*RECORDS PROVIDED:*

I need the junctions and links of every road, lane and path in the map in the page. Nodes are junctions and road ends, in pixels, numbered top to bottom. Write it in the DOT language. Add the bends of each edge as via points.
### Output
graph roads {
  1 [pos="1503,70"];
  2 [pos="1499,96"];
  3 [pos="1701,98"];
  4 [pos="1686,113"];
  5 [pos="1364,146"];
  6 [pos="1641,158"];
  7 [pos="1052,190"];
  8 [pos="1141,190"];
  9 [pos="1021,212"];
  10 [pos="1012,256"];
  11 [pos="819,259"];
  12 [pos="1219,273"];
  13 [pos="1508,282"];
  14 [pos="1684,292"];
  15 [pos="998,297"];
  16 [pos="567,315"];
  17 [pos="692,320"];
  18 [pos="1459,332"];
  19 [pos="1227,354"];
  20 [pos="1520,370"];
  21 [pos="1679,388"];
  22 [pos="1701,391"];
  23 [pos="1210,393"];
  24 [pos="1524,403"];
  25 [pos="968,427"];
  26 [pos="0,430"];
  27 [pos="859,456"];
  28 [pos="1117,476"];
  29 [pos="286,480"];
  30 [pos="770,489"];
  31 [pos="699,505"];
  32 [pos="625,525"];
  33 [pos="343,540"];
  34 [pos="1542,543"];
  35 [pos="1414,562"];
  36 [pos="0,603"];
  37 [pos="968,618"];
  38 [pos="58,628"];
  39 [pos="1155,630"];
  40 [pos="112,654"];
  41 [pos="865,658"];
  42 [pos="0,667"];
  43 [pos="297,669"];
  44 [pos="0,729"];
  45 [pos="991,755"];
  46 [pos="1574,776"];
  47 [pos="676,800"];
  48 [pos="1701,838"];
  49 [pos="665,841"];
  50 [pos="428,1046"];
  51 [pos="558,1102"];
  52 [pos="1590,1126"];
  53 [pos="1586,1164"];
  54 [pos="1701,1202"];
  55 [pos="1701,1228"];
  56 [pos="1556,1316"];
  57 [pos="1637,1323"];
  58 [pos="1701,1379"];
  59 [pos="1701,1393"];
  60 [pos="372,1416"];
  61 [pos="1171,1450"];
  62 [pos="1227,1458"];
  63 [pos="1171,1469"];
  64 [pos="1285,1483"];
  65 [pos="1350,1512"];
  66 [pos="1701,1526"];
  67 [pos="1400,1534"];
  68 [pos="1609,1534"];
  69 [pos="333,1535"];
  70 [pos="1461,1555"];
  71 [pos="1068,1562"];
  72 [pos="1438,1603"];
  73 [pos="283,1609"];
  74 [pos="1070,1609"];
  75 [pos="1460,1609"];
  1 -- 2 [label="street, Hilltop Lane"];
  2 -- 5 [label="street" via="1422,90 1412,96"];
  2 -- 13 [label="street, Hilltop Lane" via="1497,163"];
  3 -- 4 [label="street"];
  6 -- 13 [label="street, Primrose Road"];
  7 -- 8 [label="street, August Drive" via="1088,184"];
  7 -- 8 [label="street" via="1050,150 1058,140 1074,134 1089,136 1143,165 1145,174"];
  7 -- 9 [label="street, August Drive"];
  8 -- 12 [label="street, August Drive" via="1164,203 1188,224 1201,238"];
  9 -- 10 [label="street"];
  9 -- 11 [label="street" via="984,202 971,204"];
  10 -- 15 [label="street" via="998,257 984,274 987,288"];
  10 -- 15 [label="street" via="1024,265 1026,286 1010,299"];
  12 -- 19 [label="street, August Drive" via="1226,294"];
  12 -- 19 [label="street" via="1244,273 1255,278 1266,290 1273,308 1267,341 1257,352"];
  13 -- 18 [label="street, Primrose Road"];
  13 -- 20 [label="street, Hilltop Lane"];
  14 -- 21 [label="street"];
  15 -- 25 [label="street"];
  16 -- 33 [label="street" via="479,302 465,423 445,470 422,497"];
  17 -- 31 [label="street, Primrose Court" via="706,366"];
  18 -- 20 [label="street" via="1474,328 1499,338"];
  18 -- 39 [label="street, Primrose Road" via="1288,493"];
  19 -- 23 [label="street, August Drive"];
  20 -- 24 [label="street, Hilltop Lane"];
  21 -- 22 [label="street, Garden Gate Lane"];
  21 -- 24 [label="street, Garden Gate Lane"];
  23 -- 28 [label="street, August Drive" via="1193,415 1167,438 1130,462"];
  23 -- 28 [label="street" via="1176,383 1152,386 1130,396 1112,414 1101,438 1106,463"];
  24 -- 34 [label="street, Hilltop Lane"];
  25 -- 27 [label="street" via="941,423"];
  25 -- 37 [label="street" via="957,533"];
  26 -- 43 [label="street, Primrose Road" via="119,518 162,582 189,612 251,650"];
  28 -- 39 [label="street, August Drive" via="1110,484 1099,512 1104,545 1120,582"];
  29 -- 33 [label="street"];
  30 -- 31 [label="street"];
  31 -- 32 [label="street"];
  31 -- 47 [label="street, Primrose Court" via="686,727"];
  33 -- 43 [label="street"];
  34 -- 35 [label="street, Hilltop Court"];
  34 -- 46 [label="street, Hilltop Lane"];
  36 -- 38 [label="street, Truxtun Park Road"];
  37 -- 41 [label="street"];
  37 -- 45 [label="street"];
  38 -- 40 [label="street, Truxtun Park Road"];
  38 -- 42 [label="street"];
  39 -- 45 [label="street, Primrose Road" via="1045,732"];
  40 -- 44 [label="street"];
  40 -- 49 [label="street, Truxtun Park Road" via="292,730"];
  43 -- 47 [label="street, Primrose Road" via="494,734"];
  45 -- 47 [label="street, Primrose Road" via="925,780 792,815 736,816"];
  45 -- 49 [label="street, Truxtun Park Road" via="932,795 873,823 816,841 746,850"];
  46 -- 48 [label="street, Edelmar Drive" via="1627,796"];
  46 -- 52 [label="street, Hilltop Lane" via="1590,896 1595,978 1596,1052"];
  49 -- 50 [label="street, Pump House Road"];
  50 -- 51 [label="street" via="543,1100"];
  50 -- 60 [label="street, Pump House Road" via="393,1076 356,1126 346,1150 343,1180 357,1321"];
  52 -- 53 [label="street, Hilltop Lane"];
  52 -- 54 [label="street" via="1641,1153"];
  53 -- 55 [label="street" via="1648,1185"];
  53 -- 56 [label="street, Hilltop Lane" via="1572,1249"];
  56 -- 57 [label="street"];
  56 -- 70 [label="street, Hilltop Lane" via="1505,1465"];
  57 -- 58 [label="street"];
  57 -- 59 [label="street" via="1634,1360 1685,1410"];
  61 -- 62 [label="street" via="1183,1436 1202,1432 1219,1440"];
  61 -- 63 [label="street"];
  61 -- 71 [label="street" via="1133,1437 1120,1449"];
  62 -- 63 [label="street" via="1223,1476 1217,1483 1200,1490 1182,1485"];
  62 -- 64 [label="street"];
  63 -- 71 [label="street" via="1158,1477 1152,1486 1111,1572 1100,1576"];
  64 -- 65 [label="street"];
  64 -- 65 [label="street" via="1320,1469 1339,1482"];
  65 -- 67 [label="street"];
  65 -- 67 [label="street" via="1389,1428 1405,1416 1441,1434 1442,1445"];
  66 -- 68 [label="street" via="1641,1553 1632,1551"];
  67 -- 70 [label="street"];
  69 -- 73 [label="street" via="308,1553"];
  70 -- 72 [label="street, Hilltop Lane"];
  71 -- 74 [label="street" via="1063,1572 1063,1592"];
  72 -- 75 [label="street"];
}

*PROBLEM REQUIREMENTS:* If a line in the material above contains the word "Pump", it counts; give only the number of such lines.

*COMPLETED EXERCISE:* 2